BEGIN Information shown
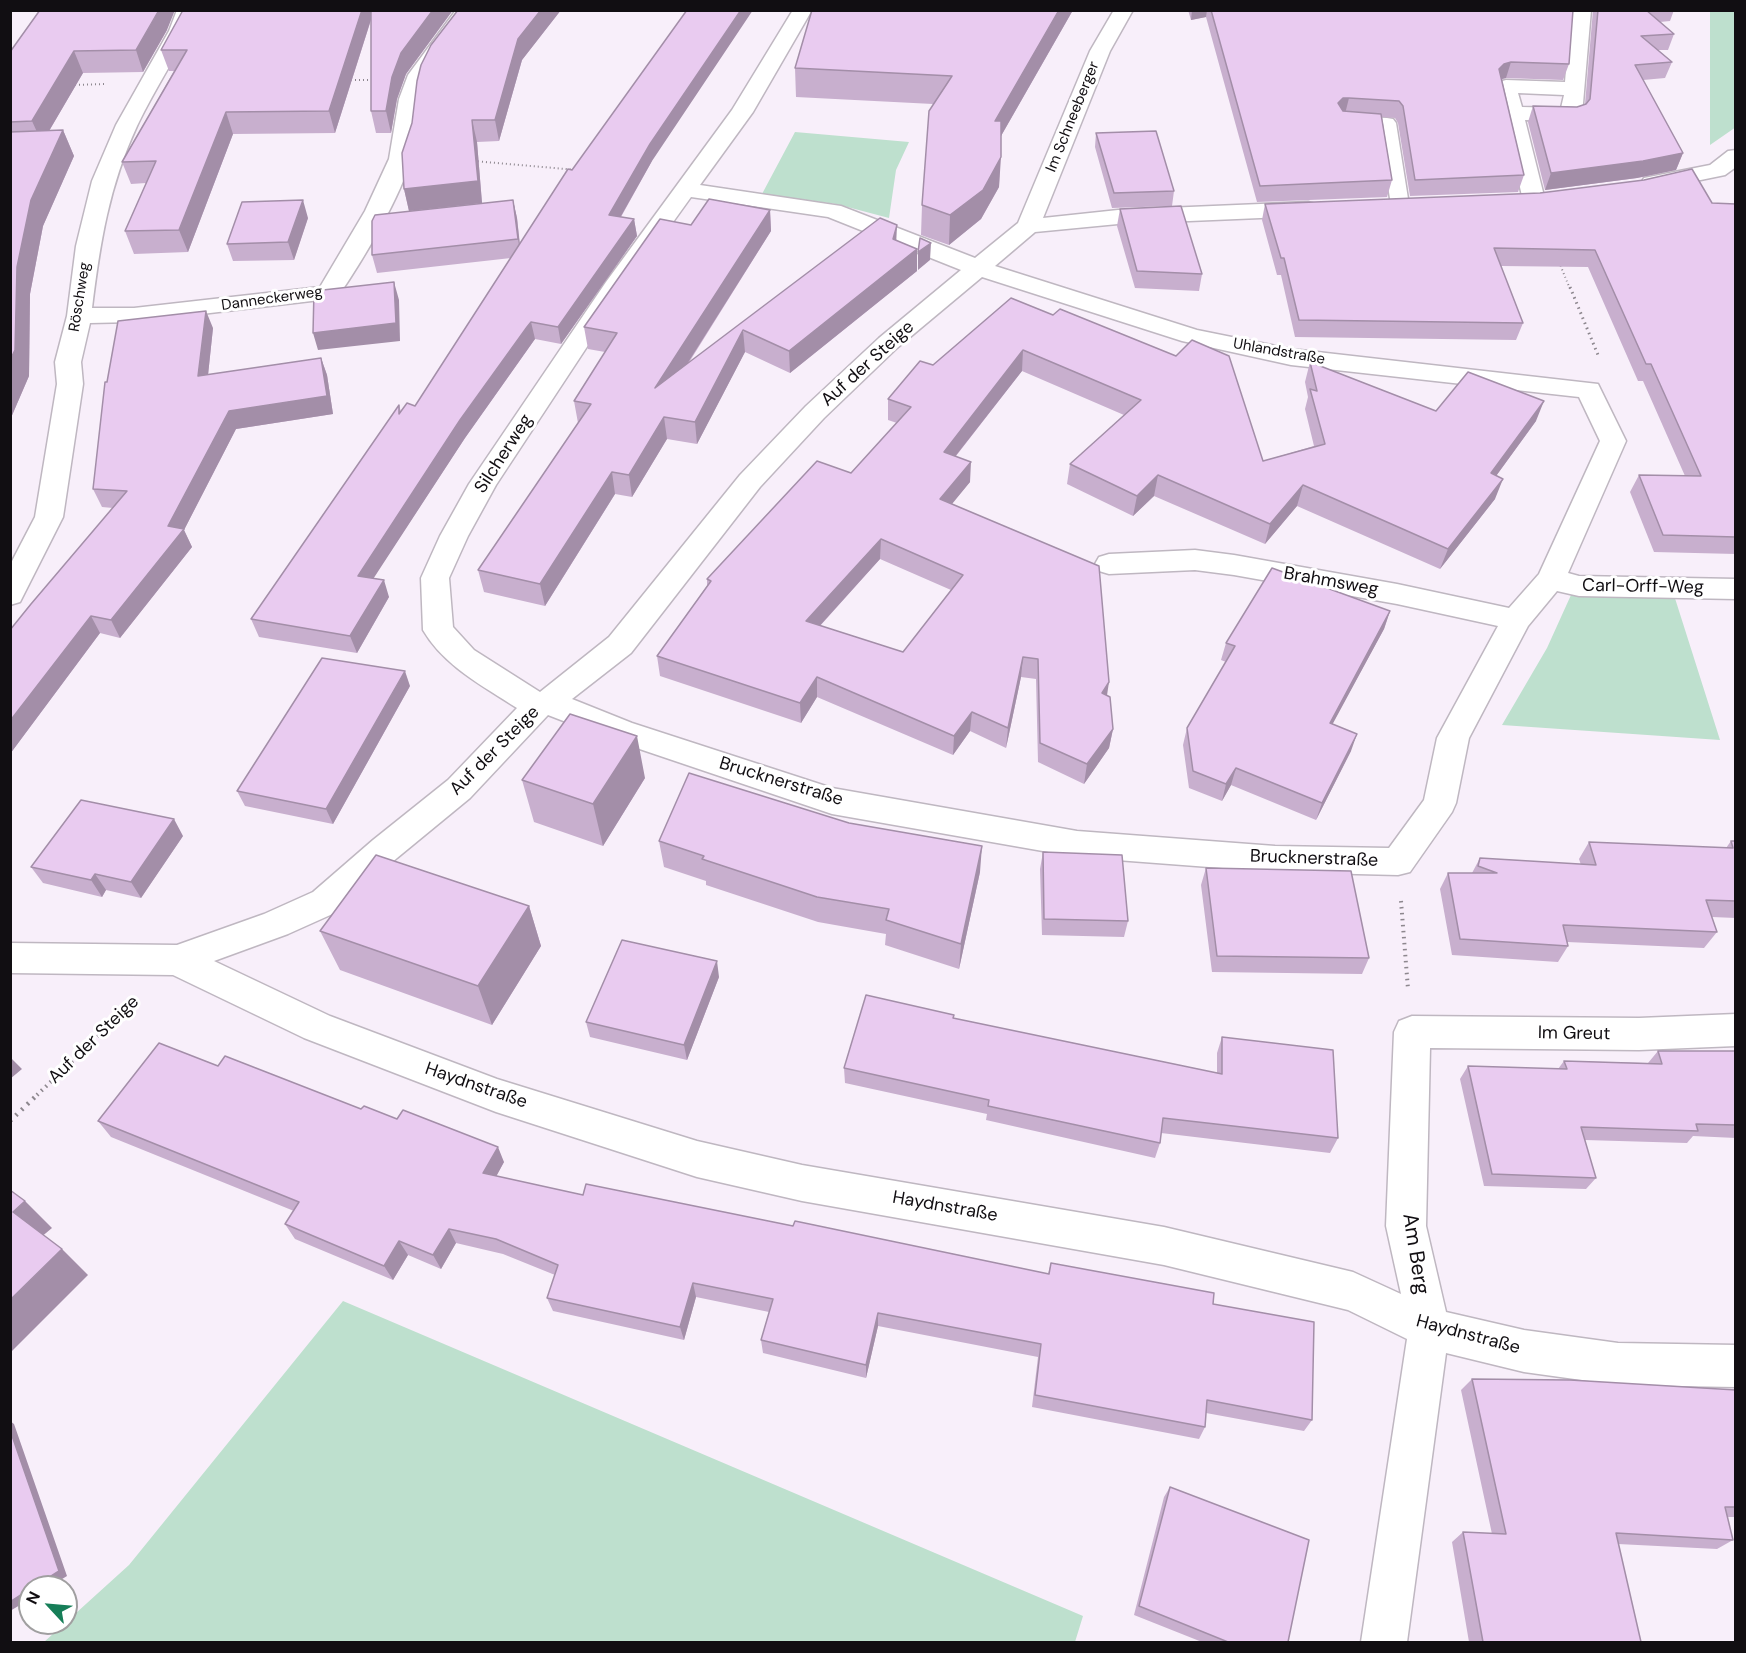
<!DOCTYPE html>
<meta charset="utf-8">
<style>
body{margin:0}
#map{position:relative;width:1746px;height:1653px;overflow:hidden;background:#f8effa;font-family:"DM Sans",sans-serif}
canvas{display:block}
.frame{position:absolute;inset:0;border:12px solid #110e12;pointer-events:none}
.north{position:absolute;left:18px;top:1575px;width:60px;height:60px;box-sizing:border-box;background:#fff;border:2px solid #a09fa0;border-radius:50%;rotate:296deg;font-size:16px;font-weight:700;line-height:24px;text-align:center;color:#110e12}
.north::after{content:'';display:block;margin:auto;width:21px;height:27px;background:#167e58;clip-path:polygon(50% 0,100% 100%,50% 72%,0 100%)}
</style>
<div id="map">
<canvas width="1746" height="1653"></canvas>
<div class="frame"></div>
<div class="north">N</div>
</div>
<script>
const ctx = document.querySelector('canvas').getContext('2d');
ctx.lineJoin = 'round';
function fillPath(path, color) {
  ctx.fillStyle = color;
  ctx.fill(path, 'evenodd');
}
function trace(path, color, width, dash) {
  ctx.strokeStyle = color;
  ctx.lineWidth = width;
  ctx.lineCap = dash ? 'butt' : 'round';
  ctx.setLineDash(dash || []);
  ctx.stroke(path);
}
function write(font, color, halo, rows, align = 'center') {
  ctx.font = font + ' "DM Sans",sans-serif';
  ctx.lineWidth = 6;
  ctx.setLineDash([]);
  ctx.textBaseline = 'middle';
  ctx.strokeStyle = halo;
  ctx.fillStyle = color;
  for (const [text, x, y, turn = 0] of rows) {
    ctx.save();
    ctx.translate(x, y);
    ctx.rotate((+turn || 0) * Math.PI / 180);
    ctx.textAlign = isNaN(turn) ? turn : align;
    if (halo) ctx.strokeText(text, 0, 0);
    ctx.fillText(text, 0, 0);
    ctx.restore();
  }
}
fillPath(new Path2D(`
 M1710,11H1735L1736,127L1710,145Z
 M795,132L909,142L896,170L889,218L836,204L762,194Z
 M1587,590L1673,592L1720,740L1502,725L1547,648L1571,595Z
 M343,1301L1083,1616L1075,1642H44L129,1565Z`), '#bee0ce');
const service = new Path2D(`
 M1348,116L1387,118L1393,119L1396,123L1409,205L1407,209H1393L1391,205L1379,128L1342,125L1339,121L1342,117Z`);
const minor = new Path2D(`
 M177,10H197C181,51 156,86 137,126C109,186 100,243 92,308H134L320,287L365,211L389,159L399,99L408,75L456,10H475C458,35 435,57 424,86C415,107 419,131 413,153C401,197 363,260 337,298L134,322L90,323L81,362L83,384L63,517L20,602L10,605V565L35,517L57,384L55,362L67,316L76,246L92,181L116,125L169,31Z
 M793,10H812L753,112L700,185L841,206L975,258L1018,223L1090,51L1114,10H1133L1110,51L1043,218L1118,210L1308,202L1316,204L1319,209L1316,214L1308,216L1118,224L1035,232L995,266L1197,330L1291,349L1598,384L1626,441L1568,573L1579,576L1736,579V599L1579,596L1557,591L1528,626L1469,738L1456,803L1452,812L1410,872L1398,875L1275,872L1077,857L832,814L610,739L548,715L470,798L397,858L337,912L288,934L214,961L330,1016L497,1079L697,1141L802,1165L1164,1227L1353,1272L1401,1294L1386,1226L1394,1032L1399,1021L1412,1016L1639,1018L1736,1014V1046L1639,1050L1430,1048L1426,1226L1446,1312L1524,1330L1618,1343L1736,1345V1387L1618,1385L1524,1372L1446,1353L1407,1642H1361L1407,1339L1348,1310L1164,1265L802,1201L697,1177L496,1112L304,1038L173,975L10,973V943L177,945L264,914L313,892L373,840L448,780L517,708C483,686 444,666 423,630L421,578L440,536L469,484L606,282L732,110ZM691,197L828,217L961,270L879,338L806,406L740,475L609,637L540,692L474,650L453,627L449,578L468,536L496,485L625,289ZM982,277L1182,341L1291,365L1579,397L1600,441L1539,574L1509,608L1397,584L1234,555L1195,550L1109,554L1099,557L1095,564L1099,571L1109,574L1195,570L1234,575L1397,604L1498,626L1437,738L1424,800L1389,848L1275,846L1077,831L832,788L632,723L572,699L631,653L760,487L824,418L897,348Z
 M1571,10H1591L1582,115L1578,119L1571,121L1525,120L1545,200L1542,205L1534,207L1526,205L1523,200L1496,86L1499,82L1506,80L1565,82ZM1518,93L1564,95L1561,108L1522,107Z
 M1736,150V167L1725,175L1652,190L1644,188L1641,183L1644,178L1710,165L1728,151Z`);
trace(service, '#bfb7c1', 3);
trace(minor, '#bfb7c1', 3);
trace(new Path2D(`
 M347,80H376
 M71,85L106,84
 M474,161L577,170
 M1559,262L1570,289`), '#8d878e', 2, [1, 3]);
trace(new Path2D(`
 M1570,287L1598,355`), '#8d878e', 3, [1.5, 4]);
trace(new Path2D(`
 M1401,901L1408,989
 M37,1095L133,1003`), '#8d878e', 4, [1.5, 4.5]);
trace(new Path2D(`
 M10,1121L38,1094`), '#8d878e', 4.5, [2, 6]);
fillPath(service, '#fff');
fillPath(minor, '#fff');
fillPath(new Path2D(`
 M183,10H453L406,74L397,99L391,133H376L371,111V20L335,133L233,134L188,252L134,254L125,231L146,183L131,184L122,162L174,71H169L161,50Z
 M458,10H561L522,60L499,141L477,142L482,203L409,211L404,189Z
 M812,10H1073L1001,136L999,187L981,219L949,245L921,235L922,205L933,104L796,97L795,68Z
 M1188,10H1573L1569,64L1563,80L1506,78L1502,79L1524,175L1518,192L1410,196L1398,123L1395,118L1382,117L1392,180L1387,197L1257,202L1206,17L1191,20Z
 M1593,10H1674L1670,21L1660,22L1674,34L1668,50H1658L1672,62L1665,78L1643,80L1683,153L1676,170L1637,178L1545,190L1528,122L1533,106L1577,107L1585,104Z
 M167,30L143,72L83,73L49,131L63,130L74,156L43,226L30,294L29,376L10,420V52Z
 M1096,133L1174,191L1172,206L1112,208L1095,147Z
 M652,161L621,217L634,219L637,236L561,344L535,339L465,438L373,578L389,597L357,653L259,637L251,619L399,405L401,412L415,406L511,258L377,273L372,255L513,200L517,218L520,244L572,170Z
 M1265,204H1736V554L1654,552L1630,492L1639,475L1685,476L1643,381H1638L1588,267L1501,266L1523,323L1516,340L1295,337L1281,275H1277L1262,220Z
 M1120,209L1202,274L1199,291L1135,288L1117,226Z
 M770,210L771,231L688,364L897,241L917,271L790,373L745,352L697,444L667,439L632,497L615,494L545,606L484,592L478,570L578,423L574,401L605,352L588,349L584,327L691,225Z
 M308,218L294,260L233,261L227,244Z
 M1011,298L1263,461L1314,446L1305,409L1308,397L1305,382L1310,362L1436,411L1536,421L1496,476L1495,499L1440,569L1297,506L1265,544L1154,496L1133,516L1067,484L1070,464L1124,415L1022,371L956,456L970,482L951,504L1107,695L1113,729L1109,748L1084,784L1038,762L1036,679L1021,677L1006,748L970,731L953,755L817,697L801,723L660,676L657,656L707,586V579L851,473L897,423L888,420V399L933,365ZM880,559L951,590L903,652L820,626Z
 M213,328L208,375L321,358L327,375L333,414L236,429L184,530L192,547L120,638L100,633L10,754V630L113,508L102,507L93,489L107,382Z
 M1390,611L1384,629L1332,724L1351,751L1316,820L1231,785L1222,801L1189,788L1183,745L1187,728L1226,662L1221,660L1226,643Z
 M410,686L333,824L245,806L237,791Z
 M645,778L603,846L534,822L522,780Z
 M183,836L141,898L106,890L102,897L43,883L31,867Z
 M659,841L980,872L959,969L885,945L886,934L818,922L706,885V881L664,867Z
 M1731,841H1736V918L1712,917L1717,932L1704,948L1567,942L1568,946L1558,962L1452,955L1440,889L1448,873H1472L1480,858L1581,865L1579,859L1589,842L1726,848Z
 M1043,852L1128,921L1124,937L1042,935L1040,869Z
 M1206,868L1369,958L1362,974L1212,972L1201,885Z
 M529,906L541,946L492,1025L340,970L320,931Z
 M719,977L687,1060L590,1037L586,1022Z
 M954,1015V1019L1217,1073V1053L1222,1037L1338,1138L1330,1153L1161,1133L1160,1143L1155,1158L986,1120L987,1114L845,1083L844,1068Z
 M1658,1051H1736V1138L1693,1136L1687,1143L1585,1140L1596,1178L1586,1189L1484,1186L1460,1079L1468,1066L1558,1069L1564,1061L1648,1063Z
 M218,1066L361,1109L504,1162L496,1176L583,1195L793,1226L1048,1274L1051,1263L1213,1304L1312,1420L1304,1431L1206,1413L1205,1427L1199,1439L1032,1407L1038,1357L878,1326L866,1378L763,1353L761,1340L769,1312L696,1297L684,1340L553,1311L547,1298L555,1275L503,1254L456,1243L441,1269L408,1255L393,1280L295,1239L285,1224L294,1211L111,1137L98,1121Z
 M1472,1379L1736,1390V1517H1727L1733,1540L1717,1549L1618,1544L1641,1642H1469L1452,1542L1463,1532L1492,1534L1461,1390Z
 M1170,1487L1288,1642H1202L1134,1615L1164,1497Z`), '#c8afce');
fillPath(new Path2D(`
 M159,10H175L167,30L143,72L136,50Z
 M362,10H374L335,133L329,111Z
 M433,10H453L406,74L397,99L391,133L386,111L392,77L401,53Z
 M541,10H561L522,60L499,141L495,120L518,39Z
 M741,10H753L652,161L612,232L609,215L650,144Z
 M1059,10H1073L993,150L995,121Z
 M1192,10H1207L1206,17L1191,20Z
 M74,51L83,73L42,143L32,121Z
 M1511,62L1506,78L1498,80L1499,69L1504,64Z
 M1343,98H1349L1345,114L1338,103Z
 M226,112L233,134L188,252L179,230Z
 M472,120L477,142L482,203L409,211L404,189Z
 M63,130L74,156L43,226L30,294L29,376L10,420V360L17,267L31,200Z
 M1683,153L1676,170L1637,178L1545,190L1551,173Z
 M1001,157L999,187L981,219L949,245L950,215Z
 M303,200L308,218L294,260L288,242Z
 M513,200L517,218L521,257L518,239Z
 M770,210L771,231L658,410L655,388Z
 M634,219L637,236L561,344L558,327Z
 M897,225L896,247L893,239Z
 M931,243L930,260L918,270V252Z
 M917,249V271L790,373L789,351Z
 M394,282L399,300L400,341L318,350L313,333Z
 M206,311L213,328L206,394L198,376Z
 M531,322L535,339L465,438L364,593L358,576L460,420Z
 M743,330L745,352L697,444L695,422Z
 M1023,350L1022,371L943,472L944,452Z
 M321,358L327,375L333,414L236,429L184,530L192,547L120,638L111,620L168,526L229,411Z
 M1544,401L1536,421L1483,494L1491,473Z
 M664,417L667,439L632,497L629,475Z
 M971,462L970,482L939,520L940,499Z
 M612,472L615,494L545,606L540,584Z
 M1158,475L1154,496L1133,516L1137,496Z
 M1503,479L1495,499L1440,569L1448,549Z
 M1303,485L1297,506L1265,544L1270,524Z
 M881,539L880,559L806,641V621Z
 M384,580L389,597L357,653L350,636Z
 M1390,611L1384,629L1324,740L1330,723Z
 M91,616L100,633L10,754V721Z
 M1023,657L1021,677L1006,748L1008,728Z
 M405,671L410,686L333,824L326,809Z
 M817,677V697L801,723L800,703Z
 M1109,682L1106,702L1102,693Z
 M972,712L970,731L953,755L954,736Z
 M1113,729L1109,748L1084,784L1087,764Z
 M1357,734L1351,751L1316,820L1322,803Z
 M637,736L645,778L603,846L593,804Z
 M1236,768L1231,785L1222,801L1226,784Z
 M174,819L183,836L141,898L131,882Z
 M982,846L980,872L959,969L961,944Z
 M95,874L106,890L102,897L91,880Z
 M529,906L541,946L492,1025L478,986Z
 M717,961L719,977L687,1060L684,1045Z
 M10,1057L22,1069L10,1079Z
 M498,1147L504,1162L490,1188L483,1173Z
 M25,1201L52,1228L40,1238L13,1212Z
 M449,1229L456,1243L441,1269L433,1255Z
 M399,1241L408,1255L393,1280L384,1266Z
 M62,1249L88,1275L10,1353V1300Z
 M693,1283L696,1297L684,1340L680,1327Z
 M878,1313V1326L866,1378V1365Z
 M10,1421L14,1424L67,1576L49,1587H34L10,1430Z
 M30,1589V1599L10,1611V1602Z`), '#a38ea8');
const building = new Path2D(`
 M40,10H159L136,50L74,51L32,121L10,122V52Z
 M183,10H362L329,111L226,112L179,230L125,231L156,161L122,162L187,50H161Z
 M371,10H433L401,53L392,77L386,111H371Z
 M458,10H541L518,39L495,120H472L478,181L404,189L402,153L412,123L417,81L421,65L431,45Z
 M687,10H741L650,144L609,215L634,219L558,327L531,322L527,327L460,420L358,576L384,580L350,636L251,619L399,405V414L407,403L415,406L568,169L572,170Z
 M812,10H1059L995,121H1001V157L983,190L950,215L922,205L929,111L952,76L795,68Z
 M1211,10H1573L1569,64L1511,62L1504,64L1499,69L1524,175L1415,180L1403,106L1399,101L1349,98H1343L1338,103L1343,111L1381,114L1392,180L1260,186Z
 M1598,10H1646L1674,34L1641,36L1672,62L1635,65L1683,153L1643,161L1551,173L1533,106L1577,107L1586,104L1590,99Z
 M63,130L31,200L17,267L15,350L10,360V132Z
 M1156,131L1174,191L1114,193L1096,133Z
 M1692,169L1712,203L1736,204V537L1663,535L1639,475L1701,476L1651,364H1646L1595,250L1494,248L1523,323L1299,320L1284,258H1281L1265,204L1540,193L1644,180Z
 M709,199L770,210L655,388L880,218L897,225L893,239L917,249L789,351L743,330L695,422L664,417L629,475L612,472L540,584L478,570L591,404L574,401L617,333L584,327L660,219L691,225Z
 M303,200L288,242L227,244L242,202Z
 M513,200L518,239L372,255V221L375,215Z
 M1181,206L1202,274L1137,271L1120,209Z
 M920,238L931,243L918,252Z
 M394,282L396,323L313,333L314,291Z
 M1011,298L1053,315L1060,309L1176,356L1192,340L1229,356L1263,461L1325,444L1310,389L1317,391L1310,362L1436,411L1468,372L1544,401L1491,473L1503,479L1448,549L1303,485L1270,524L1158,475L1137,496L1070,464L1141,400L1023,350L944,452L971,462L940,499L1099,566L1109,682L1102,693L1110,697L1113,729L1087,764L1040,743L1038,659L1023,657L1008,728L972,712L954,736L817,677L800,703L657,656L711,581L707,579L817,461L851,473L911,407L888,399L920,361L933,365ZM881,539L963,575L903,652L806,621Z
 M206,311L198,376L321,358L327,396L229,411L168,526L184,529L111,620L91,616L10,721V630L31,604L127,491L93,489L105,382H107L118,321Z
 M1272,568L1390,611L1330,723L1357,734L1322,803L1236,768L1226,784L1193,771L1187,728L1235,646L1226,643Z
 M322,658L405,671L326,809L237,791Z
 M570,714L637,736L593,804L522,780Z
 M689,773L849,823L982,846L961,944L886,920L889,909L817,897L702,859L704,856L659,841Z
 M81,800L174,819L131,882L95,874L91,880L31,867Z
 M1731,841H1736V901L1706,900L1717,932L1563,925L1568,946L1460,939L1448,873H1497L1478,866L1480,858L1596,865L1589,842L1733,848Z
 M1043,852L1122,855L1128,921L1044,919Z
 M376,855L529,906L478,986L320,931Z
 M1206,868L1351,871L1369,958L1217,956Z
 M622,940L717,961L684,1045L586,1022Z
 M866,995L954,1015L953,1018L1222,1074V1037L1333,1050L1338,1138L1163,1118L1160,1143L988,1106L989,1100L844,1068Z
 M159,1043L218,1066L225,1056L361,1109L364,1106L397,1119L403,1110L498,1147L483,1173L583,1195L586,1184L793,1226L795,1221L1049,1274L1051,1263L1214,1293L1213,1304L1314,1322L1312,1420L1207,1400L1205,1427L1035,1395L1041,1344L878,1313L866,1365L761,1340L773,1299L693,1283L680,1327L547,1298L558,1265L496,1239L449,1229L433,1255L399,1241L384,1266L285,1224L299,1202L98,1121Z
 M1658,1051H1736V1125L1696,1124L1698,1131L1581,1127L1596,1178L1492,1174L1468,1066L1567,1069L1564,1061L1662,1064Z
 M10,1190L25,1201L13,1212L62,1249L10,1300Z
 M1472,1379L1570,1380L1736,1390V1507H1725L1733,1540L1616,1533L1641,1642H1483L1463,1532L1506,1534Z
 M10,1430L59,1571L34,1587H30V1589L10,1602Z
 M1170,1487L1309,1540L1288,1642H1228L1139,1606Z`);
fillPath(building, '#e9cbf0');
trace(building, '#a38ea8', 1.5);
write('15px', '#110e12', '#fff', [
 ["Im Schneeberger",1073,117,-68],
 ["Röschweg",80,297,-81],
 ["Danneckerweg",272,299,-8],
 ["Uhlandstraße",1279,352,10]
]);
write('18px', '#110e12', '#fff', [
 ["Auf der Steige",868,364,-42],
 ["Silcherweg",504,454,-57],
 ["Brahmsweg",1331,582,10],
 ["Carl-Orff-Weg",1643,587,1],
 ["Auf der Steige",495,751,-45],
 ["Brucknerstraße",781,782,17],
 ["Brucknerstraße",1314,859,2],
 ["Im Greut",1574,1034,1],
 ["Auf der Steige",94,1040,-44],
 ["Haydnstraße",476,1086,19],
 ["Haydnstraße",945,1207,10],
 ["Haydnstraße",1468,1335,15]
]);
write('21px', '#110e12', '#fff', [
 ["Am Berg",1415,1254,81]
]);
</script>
END Information shown
**Task to carry out**
The word "turn" appears in some of the lines above. Copy those lines.

**Result for this exercise**
  for (const [text, x, y, turn = 0] of rows) {
    ctx.rotate((+turn || 0) * Math.PI / 180);
    ctx.textAlign = isNaN(turn) ? turn : align;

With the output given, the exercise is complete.